═════ Dataset records

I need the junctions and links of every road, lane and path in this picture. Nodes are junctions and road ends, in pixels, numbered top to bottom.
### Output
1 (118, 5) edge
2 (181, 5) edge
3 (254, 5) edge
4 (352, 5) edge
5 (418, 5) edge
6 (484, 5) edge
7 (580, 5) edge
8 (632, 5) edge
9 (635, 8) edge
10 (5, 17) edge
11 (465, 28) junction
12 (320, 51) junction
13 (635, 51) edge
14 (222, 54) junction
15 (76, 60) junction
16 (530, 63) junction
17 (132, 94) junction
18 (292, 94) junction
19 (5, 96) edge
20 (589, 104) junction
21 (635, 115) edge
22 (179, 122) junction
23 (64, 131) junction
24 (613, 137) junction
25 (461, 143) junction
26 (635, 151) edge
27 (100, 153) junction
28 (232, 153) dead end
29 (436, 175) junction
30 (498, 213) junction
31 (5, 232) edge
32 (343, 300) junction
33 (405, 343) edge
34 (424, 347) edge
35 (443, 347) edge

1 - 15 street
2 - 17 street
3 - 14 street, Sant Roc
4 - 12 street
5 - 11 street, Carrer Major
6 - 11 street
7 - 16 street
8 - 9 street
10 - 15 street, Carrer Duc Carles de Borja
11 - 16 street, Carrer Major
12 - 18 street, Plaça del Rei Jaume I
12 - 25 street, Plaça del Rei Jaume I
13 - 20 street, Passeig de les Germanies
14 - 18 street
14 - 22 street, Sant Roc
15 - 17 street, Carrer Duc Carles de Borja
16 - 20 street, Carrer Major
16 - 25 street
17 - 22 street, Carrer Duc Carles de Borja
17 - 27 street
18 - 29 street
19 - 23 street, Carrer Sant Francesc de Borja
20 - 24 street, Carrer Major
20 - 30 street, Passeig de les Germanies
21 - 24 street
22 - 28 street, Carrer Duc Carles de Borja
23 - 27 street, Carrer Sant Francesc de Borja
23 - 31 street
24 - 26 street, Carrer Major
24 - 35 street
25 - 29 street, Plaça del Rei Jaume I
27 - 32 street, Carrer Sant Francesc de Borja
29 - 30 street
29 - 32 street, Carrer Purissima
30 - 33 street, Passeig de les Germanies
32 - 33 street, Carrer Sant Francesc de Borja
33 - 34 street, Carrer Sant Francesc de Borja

══════════

## Exercise directions
Write out all the records again, exactly as they appear.

## Solution for this exercise
I need the junctions and links of every road, lane and path in this picture. Nodes are junctions and road ends, in pixels, numbered top to bottom.
### Output
1 (118, 5) edge
2 (181, 5) edge
3 (254, 5) edge
4 (352, 5) edge
5 (418, 5) edge
6 (484, 5) edge
7 (580, 5) edge
8 (632, 5) edge
9 (635, 8) edge
10 (5, 17) edge
11 (465, 28) junction
12 (320, 51) junction
13 (635, 51) edge
14 (222, 54) junction
15 (76, 60) junction
16 (530, 63) junction
17 (132, 94) junction
18 (292, 94) junction
19 (5, 96) edge
20 (589, 104) junction
21 (635, 115) edge
22 (179, 122) junction
23 (64, 131) junction
24 (613, 137) junction
25 (461, 143) junction
26 (635, 151) edge
27 (100, 153) junction
28 (232, 153) dead end
29 (436, 175) junction
30 (498, 213) junction
31 (5, 232) edge
32 (343, 300) junction
33 (405, 343) edge
34 (424, 347) edge
35 (443, 347) edge

1 - 15 street
2 - 17 street
3 - 14 street, Sant Roc
4 - 12 street
5 - 11 street, Carrer Major
6 - 11 street
7 - 16 street
8 - 9 street
10 - 15 street, Carrer Duc Carles de Borja
11 - 16 street, Carrer Major
12 - 18 street, Plaça del Rei Jaume I
12 - 25 street, Plaça del Rei Jaume I
13 - 20 street, Passeig de les Germanies
14 - 18 street
14 - 22 street, Sant Roc
15 - 17 street, Carrer Duc Carles de Borja
16 - 20 street, Carrer Major
16 - 25 street
17 - 22 street, Carrer Duc Carles de Borja
17 - 27 street
18 - 29 street
19 - 23 street, Carrer Sant Francesc de Borja
20 - 24 street, Carrer Major
20 - 30 street, Passeig de les Germanies
21 - 24 street
22 - 28 street, Carrer Duc Carles de Borja
23 - 27 street, Carrer Sant Francesc de Borja
23 - 31 street
24 - 26 street, Carrer Major
24 - 35 street
25 - 29 street, Plaça del Rei Jaume I
27 - 32 street, Carrer Sant Francesc de Borja
29 - 30 street
29 - 32 street, Carrer Purissima
30 - 33 street, Passeig de les Germanies
32 - 33 street, Carrer Sant Francesc de Borja
33 - 34 street, Carrer Sant Francesc de Borja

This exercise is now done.